Diversification Opportunities for Allient and Investec

0.27
  Correlation Coefficient

Modest diversification

The 3 months correlation between Allient and Investec is 0.27. Overlapping area represents the amount of risk that can be diversified away by holding Allient and Investec Group in the same portfolio, assuming nothing else is changed. The correlation between historical prices or returns on Investec Group and Allient is a relative statistical measure of the degree to which these equity instruments tend to move together. The correlation coefficient measures the extent to which returns on Allient are associated (or correlated) with Investec. Values of the correlation coefficient range from -1 to +1, where. The correlation of zero (0) is possible when the price movement of Investec Group has no effect on the direction of Allient i.e., Allient and Investec go up and down completely randomly.

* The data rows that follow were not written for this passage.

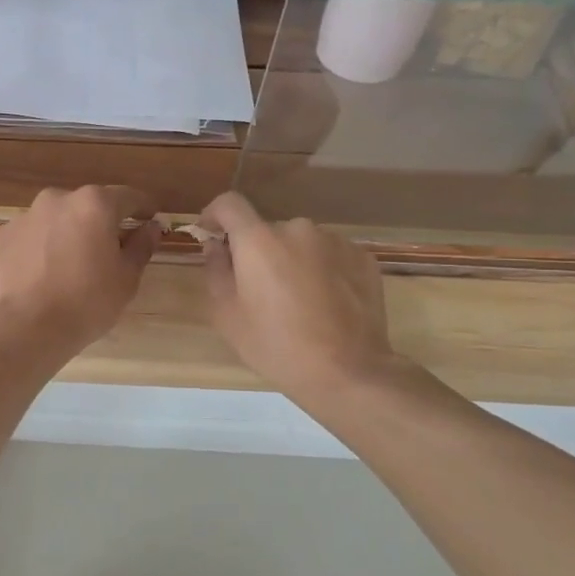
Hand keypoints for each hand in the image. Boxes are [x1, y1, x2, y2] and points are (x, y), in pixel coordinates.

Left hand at [0, 186, 160, 357]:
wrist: (26, 327)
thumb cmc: (87, 302)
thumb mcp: (126, 278)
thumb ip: (141, 246)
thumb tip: (152, 226)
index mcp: (94, 204)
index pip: (128, 197)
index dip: (142, 209)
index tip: (149, 220)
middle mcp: (57, 199)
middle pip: (87, 206)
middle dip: (99, 224)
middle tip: (106, 253)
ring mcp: (24, 217)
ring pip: (55, 221)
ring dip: (65, 235)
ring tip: (68, 268)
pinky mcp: (0, 237)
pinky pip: (28, 238)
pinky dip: (37, 250)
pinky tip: (40, 276)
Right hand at [199, 192, 403, 408]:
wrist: (347, 371)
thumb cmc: (275, 345)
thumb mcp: (227, 315)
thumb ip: (216, 271)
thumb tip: (216, 246)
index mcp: (258, 240)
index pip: (229, 204)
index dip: (214, 214)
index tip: (211, 235)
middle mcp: (297, 229)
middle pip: (266, 230)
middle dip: (257, 251)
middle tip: (258, 288)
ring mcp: (335, 241)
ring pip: (300, 242)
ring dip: (291, 259)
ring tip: (296, 299)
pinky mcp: (363, 258)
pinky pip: (330, 254)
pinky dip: (321, 269)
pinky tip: (325, 302)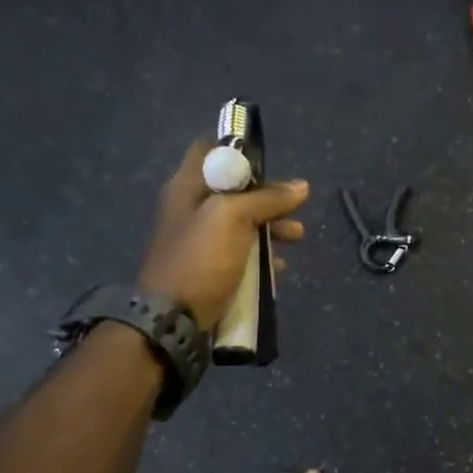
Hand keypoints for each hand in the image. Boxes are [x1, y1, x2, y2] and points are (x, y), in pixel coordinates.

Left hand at [139, 140, 307, 329]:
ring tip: (297, 237)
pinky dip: (261, 257)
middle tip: (295, 206)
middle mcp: (190, 210)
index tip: (270, 163)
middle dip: (268, 196)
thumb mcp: (233, 218)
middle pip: (234, 190)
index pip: (209, 151)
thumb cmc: (200, 259)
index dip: (239, 150)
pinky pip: (240, 255)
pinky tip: (279, 268)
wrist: (171, 322)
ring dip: (271, 228)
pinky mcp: (209, 271)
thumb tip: (301, 187)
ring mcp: (199, 243)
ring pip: (241, 224)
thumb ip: (266, 199)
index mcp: (186, 188)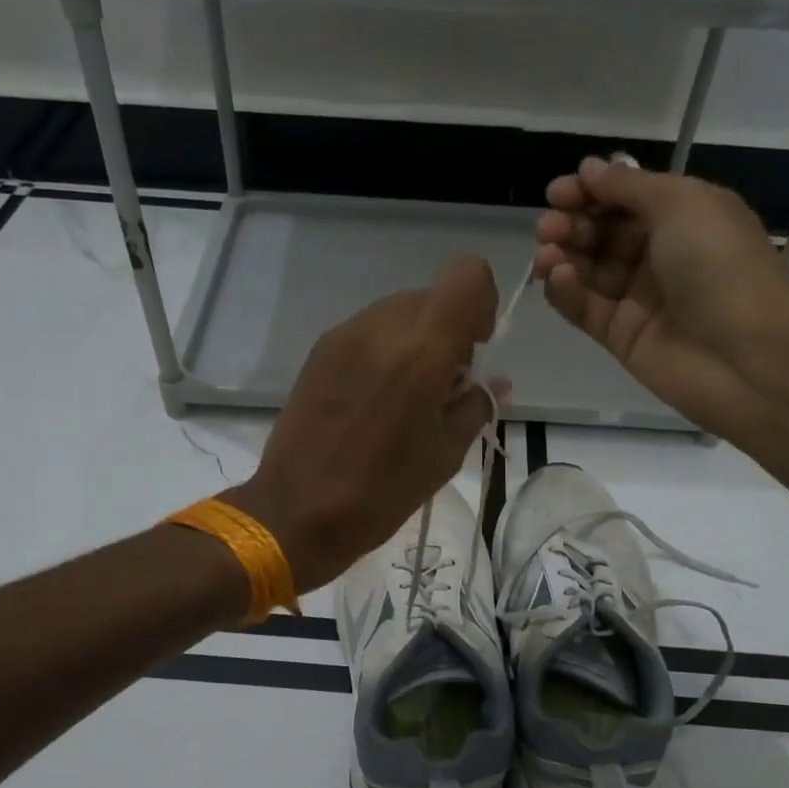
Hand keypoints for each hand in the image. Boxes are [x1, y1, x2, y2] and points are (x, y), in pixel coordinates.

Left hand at [225, 257, 500, 591]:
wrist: (297, 513)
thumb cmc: (382, 492)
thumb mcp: (446, 454)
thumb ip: (476, 404)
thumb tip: (491, 381)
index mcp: (422, 350)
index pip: (467, 275)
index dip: (481, 303)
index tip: (475, 348)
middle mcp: (381, 327)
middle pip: (431, 296)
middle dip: (448, 330)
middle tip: (443, 386)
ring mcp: (344, 336)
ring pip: (398, 312)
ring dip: (415, 341)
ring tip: (406, 398)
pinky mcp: (318, 352)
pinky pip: (367, 332)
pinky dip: (385, 351)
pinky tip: (374, 400)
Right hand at [534, 156, 788, 437]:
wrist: (747, 355)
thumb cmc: (720, 264)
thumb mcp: (680, 203)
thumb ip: (629, 186)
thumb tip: (589, 169)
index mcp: (684, 217)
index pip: (626, 198)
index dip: (591, 192)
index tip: (558, 193)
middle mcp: (660, 255)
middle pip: (603, 234)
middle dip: (572, 224)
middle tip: (548, 227)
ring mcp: (639, 299)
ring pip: (588, 272)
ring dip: (563, 256)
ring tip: (545, 254)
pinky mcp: (621, 338)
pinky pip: (585, 309)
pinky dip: (566, 292)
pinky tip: (557, 277)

Pair Corralation between Allient and Investec

Given the investment horizon of 90 days Allient is expected to generate 5.57 times more return on investment than Investec. However, Allient is 5.57 times more volatile than Investec Group. It trades about 0.12 of its potential returns per unit of risk. Investec Group is currently generating about 0.12 per unit of risk. If you would invest  1,938  in Allient on September 24, 2024 and sell it today you would earn a total of  423.00  from holding Allient or generate 21.83% return on investment over 90 days.
Time Period3 Months [change]
DirectionMoves Together 
StrengthVery Weak
Accuracy100.0%
ValuesDaily Returns

Allient  vs.  Investec Group

 Performance 
       Timeline  
Allient 

Risk-Adjusted Performance

9 of 100

 
Weak
 
Strong
OK
Compared to the overall equity markets, risk-adjusted returns on investments in Allient are ranked lower than 9 (%) of all global equities and portfolios over the last 90 days. In spite of comparatively fragile basic indicators, Allient unveiled solid returns over the last few months and may actually be approaching a breakup point.
Investec Group 

Risk-Adjusted Performance

9 of 100

 
Weak
 
Strong
OK
Compared to the overall equity markets, risk-adjusted returns on investments in Investec Group are ranked lower than 9 (%) of all global equities and portfolios over the last 90 days. In spite of fairly strong forward-looking indicators, Investec is not utilizing all of its potentials. The current stock price disturbance, may contribute to short-term losses for the investors.

Allient and Investec Volatility Contrast

   Predicted Return Density   
       Returns  

Pair Trading with Allient and Investec

The main advantage of trading using opposite Allient and Investec positions is that it hedges away some unsystematic risk. Because of two separate transactions, even if Allient position performs unexpectedly, Investec can make up some of the losses. Pair trading also minimizes risk from directional movements in the market. For example, if an entire industry or sector drops because of unexpected headlines, the short position in Investec will offset losses from the drop in Investec's long position.
The idea behind Allient and Investec Group pairs trading is to make the combined position market-neutral, meaning the overall market's direction will not affect its win or loss (or potential downside or upside). This can be achieved by designing a pairs trade with two highly correlated stocks or equities that operate in a similar space or sector, making it possible to obtain profits through simple and relatively low-risk investment.
Check out your portfolio center.
Note that this page's information should be used as a complementary analysis to find the right mix of equity instruments to add to your existing portfolios or create a brand new portfolio. You can also try the Fundamentals Comparison module to compare fundamentals across multiple equities to find investing opportunities.